Data items
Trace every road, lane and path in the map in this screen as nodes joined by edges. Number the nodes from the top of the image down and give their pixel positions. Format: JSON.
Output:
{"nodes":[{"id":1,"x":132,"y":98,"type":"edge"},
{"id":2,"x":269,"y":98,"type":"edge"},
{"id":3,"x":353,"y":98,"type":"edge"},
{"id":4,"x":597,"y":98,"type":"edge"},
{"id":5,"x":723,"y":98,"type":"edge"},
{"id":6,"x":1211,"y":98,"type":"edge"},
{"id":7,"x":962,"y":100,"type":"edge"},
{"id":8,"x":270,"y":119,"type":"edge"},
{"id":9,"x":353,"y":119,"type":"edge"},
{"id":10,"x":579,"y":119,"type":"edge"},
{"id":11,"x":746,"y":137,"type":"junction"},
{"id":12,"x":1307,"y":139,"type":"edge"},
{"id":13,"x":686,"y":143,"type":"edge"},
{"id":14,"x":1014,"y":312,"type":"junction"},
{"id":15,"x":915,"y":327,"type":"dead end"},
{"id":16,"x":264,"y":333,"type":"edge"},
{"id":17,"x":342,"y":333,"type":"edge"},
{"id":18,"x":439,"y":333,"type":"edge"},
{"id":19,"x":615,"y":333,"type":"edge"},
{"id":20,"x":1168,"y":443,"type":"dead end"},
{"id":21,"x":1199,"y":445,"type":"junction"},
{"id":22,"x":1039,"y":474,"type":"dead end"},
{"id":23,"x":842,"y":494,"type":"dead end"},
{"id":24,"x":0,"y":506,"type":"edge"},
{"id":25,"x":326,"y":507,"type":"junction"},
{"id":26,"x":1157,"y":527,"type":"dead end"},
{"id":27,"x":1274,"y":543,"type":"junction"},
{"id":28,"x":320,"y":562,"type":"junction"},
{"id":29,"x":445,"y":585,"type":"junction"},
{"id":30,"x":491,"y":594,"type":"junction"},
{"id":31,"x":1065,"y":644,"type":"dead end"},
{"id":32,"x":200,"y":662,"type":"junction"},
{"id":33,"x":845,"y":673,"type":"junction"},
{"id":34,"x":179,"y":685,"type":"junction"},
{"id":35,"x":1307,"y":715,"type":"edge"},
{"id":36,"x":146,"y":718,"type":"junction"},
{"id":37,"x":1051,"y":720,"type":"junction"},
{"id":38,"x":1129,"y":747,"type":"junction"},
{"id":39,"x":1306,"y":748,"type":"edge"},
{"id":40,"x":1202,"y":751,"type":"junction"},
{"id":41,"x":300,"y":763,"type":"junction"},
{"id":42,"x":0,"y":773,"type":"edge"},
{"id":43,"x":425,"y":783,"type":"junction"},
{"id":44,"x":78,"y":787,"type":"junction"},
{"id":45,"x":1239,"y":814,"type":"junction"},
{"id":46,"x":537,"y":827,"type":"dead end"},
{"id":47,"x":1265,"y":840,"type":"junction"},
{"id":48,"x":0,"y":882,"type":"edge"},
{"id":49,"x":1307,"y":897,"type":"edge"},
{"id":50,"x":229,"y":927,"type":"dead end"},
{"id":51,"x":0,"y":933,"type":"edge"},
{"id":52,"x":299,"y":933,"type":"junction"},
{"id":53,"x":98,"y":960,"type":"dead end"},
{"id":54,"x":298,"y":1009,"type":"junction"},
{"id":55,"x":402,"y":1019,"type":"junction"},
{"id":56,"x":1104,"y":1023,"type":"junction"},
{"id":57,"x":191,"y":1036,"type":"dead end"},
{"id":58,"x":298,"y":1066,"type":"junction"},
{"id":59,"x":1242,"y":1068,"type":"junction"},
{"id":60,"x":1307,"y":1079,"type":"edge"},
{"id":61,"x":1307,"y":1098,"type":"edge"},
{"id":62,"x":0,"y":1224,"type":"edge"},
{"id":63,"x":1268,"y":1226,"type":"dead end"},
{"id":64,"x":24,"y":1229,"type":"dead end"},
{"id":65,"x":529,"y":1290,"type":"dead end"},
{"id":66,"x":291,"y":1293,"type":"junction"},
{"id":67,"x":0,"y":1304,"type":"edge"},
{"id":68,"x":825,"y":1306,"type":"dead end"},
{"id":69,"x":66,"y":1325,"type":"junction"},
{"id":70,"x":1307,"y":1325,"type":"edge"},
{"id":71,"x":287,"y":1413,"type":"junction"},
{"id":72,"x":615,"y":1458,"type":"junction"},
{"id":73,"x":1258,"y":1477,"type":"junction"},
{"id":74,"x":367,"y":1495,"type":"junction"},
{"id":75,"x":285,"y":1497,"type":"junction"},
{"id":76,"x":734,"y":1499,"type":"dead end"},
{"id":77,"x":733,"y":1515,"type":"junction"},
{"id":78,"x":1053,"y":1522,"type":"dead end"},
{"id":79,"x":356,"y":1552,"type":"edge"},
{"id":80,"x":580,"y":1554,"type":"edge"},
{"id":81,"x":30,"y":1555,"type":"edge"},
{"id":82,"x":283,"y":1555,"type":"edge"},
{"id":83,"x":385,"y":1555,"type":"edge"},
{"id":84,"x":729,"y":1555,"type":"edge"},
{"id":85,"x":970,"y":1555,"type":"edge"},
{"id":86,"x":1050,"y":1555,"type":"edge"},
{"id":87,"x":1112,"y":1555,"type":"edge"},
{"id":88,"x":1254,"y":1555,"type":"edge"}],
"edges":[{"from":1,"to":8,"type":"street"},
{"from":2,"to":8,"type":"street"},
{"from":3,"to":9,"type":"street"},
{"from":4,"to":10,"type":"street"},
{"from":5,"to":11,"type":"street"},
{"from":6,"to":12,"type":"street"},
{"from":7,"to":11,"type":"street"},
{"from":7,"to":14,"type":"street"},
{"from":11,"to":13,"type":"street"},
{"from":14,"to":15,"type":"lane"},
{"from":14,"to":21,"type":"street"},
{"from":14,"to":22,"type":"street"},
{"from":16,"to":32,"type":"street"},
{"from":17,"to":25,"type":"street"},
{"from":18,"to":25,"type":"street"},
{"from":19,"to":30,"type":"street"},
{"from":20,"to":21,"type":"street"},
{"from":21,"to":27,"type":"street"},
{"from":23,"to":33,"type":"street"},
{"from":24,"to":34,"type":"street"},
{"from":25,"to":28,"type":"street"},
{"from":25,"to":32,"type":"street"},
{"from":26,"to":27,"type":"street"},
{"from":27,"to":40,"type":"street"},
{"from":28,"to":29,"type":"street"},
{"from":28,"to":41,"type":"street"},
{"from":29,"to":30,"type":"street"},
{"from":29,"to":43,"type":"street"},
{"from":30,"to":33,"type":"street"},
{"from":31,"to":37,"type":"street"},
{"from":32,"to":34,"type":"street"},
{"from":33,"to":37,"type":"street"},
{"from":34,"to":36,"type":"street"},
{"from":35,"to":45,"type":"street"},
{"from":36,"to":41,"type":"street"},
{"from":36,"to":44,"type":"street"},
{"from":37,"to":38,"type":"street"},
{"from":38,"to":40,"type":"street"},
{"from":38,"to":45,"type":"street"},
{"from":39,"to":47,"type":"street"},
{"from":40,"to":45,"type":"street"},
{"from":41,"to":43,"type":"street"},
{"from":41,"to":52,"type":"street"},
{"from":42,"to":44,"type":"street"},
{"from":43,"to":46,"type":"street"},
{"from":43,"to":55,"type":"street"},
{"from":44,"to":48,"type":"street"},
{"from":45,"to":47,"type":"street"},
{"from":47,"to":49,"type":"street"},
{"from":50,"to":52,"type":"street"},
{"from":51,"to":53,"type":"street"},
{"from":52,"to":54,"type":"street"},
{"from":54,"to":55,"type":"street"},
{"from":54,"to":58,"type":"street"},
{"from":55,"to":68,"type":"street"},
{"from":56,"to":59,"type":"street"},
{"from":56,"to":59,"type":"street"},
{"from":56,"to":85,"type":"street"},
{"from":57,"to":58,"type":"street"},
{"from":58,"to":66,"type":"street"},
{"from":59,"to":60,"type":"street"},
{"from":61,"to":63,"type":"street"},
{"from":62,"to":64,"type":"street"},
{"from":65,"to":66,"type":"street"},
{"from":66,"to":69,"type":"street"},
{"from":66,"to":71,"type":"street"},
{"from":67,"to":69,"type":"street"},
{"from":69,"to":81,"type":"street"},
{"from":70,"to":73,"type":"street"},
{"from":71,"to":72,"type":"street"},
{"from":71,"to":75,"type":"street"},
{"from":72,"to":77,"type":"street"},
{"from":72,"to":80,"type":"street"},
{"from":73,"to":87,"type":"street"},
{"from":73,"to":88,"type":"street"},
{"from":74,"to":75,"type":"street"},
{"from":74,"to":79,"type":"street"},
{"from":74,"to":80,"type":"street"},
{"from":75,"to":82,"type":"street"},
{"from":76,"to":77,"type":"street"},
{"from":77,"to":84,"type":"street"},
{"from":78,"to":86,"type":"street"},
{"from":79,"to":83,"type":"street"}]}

Exercise brief:
Provide only the count of lines above in which the word "edges" occurs.

Solution:
2